Hiç unutmuyoruz… Yıldırım Belediye Başkanı olduğu dönemde Zeki Eke bir sohbetimizde şunu söylemişti:
“Bursa’ya hep Uludağ’dan bakıyoruz. Oysa Katırlı Dağları’ndan bakıp ovayı ona göre planlamalıyız.”

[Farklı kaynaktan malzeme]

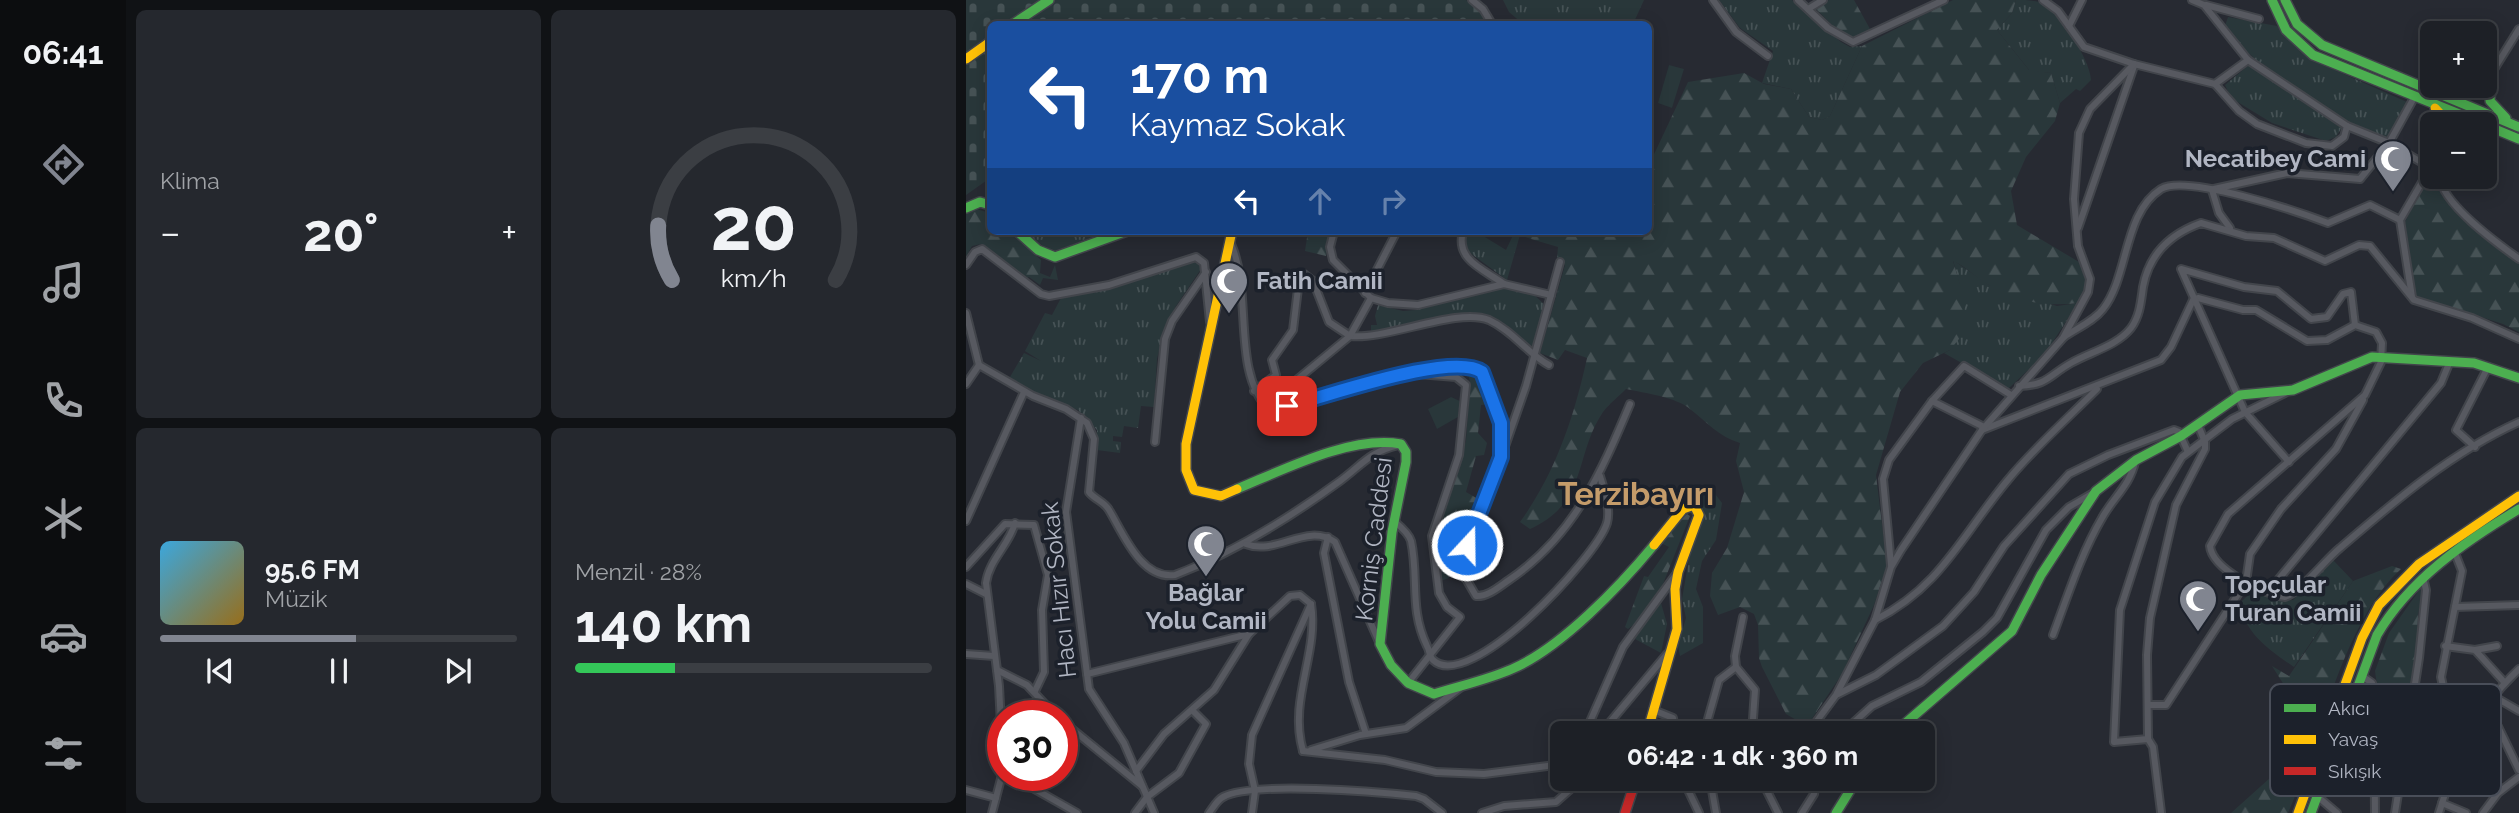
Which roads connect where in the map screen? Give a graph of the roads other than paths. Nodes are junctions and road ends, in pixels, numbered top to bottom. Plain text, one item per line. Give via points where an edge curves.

1993 yılında söylenen bu sözlerin anlamı şimdilerde daha iyi anlaşılıyor. Çünkü, bir yandan kent baskısını fazlasıyla hisseden Bursa Ovası, bir yandan da yaygınlaşan sanayi baskısı altında tarımsal topraklarını hızla kaybetti.
Nitekim…
Kısa adı BUMİAD olan Bursa Mühendis ve Mimar İşinsanları Derneği bünyesinde; Y. Mimar Eser Ceyhan başkanlığındaki Y. Mimar Filiz Güzel Şen, Mimar Aziz Akıncıtürk, Y. Mimar Çağıl Cesur Türkmen, Mimar Derya Kangal, Çevre Müh. Doç. Dr. Efsun Dindar, Çevre Müh. Ender Karaelli, Ziraat Müh. Hüseyin Gürkan, Y. Mimar Seyfi Ertan’dan oluşan komisyonun hazırlayıp Büyükşehir Belediyesi’ne teslim ettiği raporda ovanın kaybedilen toprakları için çok kritik tespitler var.

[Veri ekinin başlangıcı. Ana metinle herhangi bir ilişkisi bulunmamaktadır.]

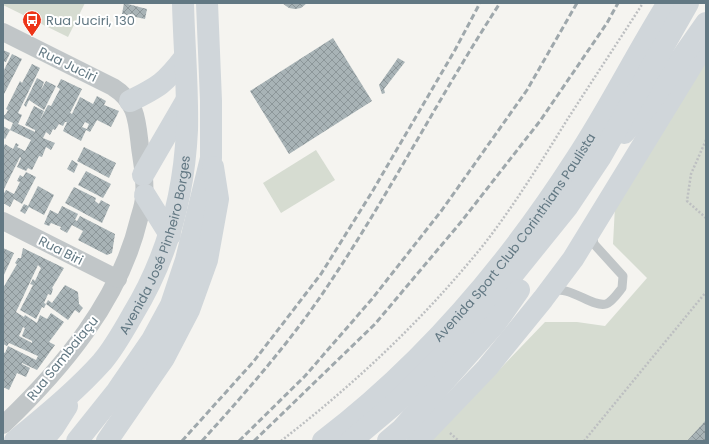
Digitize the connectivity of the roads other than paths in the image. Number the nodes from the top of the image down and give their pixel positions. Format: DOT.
graph roads {
  1 [pos="183,3"];
  2 [pos="207,3"];
  3 [pos="668,3"];
  4 [pos="688,3"];
  5 [pos="706,23"];
  6 [pos="3,32"];
  7 [pos="706,42"];
  8 [pos="185,57"];
  9 [pos="130,101"];
  10 [pos="186,101"];
  11 [pos="211,158"];
  12 [pos="600,158"];
  13 [pos="144,185"];
  14 [pos="568,206"];
  15 [pos="3,220"];
  16 [pos="592,228"];
  17 [pos="170,234"];
  18 [pos="118,279"];
  19 [pos="544,299"];
  20 [pos="71,393"];
  21 [pos="7,415"];
  22 [pos="15,441"];
  23 [pos="42,441"];
  24 [pos="77,441"];
  25 [pos="107,441"];
  26 [pos="323,441"];
  27 [pos="351,441"];
  28 [pos="388,441"];
  29 [pos="417,441"];
  1 -- 8 [label="main road, Avenida José Pinheiro Borges"];
  2 -- 11 [label="main road"];
  3 -- 26 [label="main road, Avenida Sport Club Corinthians Paulista"];
  4 -- 12 [label="main road, Avenida Sport Club Corinthians Paulista"];
  5 -- 12 [label="main road"];
  6 -- 9 [label="street, Rua Juciri"];
  7 -- 16 [label="main road"];
  8 -- 9 [label="main road"];
  8 -- 10 [label="main road, Avenida José Pinheiro Borges"];
  9 -- 13 [label="street, Rua Sambaiaçu"];
  10 -- 13 [label="main road"];
  10 -- 17 [label="main road, Avenida José Pinheiro Borges"];
  11 -- 24 [label="main road"];
  11 -- 25 [label="main road"];
  12 -- 14 [label="main road, Avenida Sport Club Corinthians Paulista"];
  13 -- 17 [label="main road"];
  13 -- 18 [label="street, Rua Sambaiaçu"];
  14 -- 27 [label="main road, Avenida Sport Club Corinthians Paulista"];
  14 -- 28 [label="main road"];
  15 -- 18 [label="street, Rua Biri"];
  16 -- 19 [label="main road"];
  16 -- 19 [label="lane"];
  17 -- 20 [label="main road, Avenida José Pinheiro Borges"];
  18 -- 21 [label="street, Rua Sambaiaçu"];
  19 -- 29 [label="main road"];
  20 -- 22 [label="main road, Avenida José Pinheiro Borges"];
  20 -- 23 [label="main road"];
}
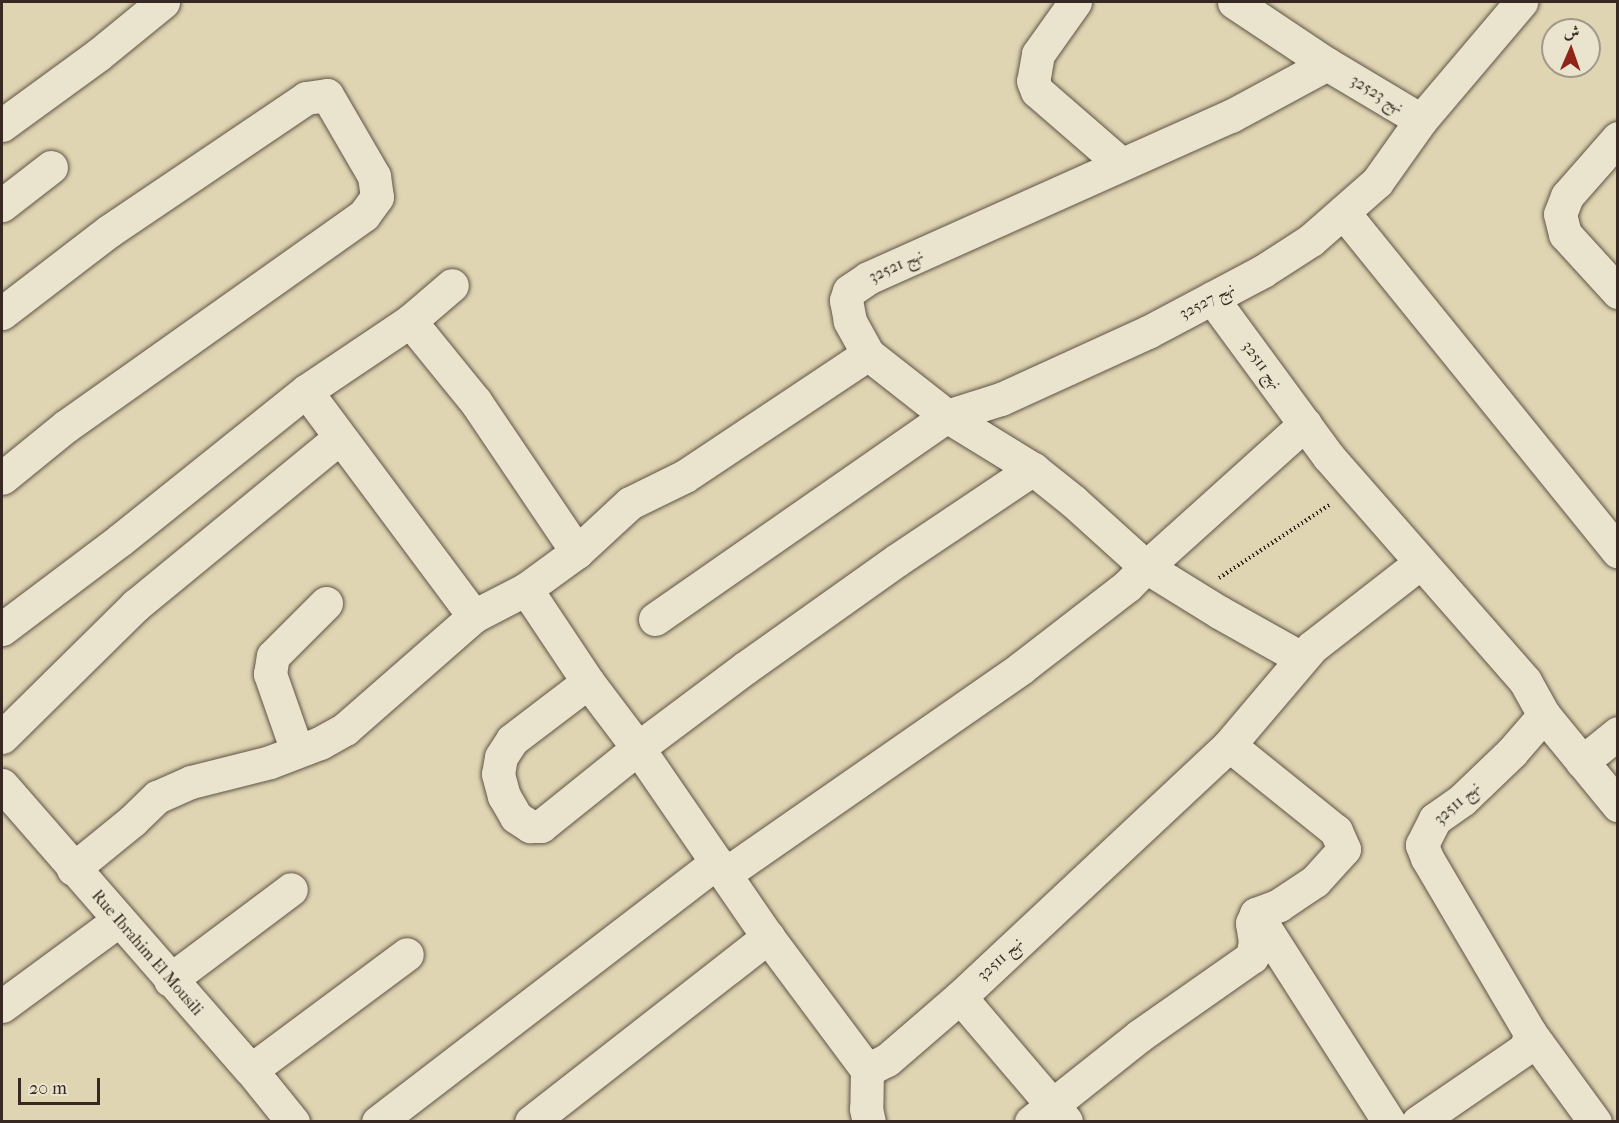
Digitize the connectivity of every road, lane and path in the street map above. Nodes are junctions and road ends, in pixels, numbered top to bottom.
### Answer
1 (163, 2) edge
2 (1075, 2) edge
3 (1234, 2) edge
4 (1521, 2) edge
5 (1327, 64) junction
6 (1421, 120) junction
7 (2, 125) edge
8 (1617, 138) edge
9 (1121, 164) junction
10 (51, 167) dead end
11 (2, 205) edge
12 (1343, 212) junction
13 (452, 285) dead end
14 (1617, 292) edge
15 (1212, 298) junction
16 (2, 313) edge
17 (410, 321) junction
18 (868, 354) junction
19 (306, 392) junction
20 (947, 416) junction
21 (1305, 424) junction
22 (339, 438) junction
23 (1033, 470) junction
24 (2, 478) edge
25 (1356, 488) junction
26 (577, 552) junction
27 (1617, 552) edge
28 (1420, 563) junction
29 (1146, 567) junction
30 (526, 589) junction
31 (1192, 595) junction
32 (326, 603) dead end
33 (474, 616) junction
34 (655, 619) dead end
35 (2, 628) edge
36 (1301, 658) junction
37 (588, 682) junction
38 (1544, 715) junction
39 (1617, 733) edge
40 (2, 736) edge
41 (1229, 745) junction
42 (638, 748) junction
43 (297, 751) junction
44 (1582, 762) junction
45 (7, 801) edge
46 (1617, 805) edge
47 (721, 868) junction
48 (73, 869) junction
49 (291, 889) dead end
50 (1256, 914) junction
51 (119, 920) junction
52 (768, 937) junction
53 (407, 954) dead end
54 (170, 980) junction
55 (960, 997) junction
56 (2, 1006) edge
57 (1530, 1033) junction
58 (251, 1070) junction
59 (867, 1070) junction
60 (1050, 1116) edge
61 (293, 1122) edge
62 (378, 1122) edge
63 (531, 1122) edge
64 (869, 1122) edge
65 (1389, 1122) edge
66 (1418, 1122) edge
67 (1595, 1122) edge

1 - 7 street
2 - 9 street
3 - 5 street, نهج 32523
4 - 6 street, نهج 32523
5 - 6 street, نهج 32523
5 - 9 street, نهج 32521
6 - 12 street, نهج 32527
8 - 14 street
9 - 18 street, نهج 32521
10 - 11 street
12 - 15 street, نهج 32527
12 - 27 street
13 - 17 street
15 - 20 street, نهج 32527
15 - 21 street, نهج 32511
16 - 24 street
17 - 19 street
17 - 26 street
18 - 20 street
18 - 26 street
19 - 22 street
19 - 35 street
20 - 23 street
20 - 34 street, نهج 32527
21 - 25 street, نهج 32511
21 - 29 street
22 - 33 street
22 - 40 street
23 - 29 street
23 - 42 street
25 - 28 street, نهج 32511
25 - 31 path
26 - 30 street
28 - 36 street, نهج 32511
28 - 38 street, نهج 32511
29 - 31 street
29 - 47 street
30 - 33 street
30 - 37 street
31 - 36 street
32 - 43 street
33 - 43 street
36 - 41 street, نهج 32511
37 - 42 street
37 - 42 street
38 - 44 street
38 - 57 street, نهج 32511
39 - 44 street
41 - 50 street
41 - 55 street, نهج 32511
42 - 47 street
43 - 48 street
44 - 46 street
45 - 48 street, Rue Ibrahim El Mousili
47 - 52 street
47 - 62 street
48 - 51 street, Rue Ibrahim El Mousili
49 - 54 street
50 - 60 street
50 - 65 street
51 - 54 street, Rue Ibrahim El Mousili
51 - 56 street
52 - 59 street
52 - 63 street
53 - 58 street
54 - 58 street, Rue Ibrahim El Mousili
55 - 59 street, نهج 32511
55 - 60 street
57 - 66 street
57 - 67 street
58 - 61 street, Rue Ibrahim El Mousili
59 - 64 street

1/100.000 ölçekli Çevre Düzeni Planı için öneri olarak hazırlanan raporda önce şu bilgi anımsatılıyor:
“Bursa Ovası 1930’larda Uludağ’la Katırlı Dağları arasında 39 milyon 200 bin hektar araziydi ve önemli bir kısmındaki bataklıkları kurutmak için Ana Kanal, Alman Kanalı ve Cenup Kanalı olarak 3 kanal açılıp ova verimli hale getirildi.”